Babel aujourd’hui
Le chapitre 11 du livre de la Genèse retrace l’histoire des descendants de Noé qui rêvèrent d’élever une tour immense pour accéder au ciel. Leur projet échoua, et tourna en crise universelle. Mais l’histoire nous atteste que l’homme n’en a pas moins cherché à s’affranchir de Dieu en lui disputant sa prééminence.
Comme à Babel, le sentiment de supériorité que donne la mutualisation des efforts du plus grand nombre est toujours d’un grand confort pour l’orgueil humain ! C’est un motif, pour les créatures que nous sommes, de reléguer au rang de l’accessoire et du démodé la notion de Dieu.
Ne sourions donc pas de la péripétie de Babel : rien de plus actuel que cette entreprise. Des bâtisseurs semblables s’affairent énergiquement de nos jours1. Aux hommes du xxie siècle comme à ceux de l’Antiquité, la raison et l’indépendance semblent encore supérieures à l’obéissance et à la foi. La technique omniprésente rayonne, la connaissance augmente, et le religieux est appelé à s’y conformer.

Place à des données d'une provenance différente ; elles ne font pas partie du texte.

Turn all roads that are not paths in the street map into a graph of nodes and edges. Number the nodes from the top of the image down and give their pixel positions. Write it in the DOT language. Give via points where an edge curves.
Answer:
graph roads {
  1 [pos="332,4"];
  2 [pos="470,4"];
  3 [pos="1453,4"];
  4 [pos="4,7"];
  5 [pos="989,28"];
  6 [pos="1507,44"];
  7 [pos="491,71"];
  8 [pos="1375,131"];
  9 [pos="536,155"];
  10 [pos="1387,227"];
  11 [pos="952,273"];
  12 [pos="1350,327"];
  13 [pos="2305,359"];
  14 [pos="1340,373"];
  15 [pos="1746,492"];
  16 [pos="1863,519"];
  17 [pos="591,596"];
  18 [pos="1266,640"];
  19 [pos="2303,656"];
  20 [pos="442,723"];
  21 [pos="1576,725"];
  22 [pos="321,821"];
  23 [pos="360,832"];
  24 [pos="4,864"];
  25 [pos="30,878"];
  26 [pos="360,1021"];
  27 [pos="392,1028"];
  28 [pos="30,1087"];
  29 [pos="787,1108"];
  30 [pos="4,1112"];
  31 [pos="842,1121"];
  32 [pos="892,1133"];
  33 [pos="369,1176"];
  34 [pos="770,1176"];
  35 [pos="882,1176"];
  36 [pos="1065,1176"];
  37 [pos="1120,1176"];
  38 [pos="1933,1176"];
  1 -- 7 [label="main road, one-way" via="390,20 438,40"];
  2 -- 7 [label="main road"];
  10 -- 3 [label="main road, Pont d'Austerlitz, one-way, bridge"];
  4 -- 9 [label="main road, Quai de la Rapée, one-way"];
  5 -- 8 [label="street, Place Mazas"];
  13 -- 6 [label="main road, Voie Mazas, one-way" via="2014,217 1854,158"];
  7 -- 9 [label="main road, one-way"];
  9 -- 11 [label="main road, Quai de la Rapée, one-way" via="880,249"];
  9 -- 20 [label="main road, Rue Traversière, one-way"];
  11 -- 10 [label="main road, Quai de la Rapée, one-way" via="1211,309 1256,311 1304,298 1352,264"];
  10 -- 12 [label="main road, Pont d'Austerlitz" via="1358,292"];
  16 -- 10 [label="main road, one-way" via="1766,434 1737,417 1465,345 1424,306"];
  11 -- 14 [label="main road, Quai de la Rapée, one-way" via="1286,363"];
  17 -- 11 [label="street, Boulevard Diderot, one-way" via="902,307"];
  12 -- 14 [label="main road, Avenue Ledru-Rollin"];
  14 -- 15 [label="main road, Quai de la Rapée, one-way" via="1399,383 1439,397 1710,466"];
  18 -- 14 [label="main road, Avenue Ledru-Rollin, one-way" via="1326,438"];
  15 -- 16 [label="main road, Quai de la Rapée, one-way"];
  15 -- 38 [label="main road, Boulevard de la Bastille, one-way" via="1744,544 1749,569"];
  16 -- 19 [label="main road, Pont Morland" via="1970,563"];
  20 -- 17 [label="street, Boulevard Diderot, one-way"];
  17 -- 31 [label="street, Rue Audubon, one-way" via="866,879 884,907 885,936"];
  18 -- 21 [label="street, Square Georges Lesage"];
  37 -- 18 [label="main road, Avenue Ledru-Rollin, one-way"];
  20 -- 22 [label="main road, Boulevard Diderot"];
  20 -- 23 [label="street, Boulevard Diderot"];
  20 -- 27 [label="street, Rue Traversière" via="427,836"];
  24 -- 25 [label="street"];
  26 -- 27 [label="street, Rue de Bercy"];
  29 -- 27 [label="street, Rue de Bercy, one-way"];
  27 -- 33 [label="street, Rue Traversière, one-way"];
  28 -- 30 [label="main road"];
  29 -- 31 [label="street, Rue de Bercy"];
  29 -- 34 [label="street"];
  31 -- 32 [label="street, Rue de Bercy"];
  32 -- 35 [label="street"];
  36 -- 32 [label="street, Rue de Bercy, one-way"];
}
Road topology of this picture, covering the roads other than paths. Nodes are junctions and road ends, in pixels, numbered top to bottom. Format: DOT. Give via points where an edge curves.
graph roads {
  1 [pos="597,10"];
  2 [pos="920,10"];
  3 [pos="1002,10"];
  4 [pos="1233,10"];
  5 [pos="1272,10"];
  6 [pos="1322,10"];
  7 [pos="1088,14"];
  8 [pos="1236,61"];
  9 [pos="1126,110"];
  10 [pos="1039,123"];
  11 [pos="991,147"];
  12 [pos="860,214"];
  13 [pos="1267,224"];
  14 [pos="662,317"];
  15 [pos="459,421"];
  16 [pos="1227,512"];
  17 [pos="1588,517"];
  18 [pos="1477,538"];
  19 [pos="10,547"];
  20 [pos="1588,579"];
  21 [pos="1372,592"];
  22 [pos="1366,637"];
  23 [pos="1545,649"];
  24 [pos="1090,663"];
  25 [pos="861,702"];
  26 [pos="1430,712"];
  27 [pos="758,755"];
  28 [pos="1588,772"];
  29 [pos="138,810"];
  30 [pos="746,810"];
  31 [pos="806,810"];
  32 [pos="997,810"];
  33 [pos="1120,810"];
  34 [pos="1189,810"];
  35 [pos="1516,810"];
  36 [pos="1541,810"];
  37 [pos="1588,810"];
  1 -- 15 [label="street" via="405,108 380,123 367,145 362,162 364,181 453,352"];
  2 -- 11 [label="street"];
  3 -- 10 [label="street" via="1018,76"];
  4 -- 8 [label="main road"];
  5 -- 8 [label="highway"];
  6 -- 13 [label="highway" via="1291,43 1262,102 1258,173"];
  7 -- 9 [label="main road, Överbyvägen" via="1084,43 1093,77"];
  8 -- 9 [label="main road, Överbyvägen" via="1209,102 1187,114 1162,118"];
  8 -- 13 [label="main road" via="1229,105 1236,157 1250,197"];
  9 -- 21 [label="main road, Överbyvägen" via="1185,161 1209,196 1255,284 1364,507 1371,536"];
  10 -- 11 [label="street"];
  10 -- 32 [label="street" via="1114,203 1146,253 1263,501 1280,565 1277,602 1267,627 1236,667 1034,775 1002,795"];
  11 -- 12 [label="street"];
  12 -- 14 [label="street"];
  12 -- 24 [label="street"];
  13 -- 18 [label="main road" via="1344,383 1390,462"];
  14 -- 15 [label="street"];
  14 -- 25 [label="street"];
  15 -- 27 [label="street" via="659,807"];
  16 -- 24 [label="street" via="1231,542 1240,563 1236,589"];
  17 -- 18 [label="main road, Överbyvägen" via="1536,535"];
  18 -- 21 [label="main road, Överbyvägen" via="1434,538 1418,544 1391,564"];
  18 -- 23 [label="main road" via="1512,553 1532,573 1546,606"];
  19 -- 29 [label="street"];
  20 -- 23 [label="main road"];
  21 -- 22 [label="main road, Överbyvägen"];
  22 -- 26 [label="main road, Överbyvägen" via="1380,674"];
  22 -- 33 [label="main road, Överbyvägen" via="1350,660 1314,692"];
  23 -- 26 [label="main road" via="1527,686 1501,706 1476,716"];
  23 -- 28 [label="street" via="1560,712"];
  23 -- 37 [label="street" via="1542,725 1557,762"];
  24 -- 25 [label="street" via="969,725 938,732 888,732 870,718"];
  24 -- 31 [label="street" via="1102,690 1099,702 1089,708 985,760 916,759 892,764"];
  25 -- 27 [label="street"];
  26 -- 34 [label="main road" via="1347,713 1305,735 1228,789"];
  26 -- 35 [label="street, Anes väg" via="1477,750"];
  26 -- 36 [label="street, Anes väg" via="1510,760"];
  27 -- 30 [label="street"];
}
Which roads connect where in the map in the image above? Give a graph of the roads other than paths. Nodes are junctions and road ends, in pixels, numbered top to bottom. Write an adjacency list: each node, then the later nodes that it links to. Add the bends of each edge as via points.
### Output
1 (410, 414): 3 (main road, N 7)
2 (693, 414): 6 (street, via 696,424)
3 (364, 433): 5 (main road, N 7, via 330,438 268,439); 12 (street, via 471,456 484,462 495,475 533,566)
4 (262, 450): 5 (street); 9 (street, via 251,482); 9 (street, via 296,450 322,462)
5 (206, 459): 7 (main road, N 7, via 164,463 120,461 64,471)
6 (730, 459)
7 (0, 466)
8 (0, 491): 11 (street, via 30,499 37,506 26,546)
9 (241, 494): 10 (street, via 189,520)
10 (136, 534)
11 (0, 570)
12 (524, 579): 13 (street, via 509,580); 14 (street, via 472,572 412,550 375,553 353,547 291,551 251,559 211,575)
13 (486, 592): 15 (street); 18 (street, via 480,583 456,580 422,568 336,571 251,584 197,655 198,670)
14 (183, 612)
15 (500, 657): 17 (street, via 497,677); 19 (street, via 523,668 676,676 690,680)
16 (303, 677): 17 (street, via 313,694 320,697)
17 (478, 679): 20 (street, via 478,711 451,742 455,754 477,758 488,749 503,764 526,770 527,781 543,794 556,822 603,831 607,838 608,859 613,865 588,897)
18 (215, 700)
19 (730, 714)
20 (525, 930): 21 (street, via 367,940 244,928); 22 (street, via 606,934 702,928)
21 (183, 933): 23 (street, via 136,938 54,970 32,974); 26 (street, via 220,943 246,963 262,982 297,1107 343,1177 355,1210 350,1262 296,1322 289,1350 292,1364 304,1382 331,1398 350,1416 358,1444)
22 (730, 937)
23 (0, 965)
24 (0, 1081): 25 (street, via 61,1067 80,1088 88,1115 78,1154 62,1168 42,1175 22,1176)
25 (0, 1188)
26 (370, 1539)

Les architectes du pouvoir
Comme à Babel, les hommes, présumant posséder des atouts suffisants pour se diriger et s’épanouir, font facilement crédit aux « constructeurs » politiques, aux technocrates, aux experts, aux philosophes, et l’on en passe. Opportunistes, les inspirateurs et les leaders de nos Babels contemporaines exploitent cette démangeaison d’autosuffisance pour la tourner à leur profit. Gourous dont l’objectif inlassablement poursuivi est de rallier à eux-mêmes le plus grand nombre, ils ne manquent pas de faire valoir leurs mobiles humanistes ou humanitaires.
Ces meneurs cultivent l’art d’assurer leur pouvoir. Ils flattent pour mieux débaucher, font mine d’accueillir favorablement toutes les tendances — mais savent exclure ceux qui les dérangent. Ils excellent à assouplir la morale et à cautériser les derniers scrupules des consciences — mais ils ne manquent pas de culpabiliser les irréductibles. Leur supériorité autoproclamée leur fait négliger, voire mépriser, ceux qui ne s’alignent pas sur leur programme.
Babel dans nos églises ?
L’Écriture nous met aussi en garde contre l’infiltration et l’influence de dangereux bâtisseurs au cœur de nos églises2. Leurs stratégies et attitudes sont variées :
– Ils peuvent se montrer intransigeants. Ceux qui les entravent dans la construction de « leur tour » seront exclus. Leur violente réaction de rejet s’explique : les récalcitrants leur donnent en effet la désagréable impression d’un rappel à l’ordre permanent, et leur conscience en est agacée. Les « perturbateurs » leur tendent involontairement un miroir qu’ils estiment impératif de briser.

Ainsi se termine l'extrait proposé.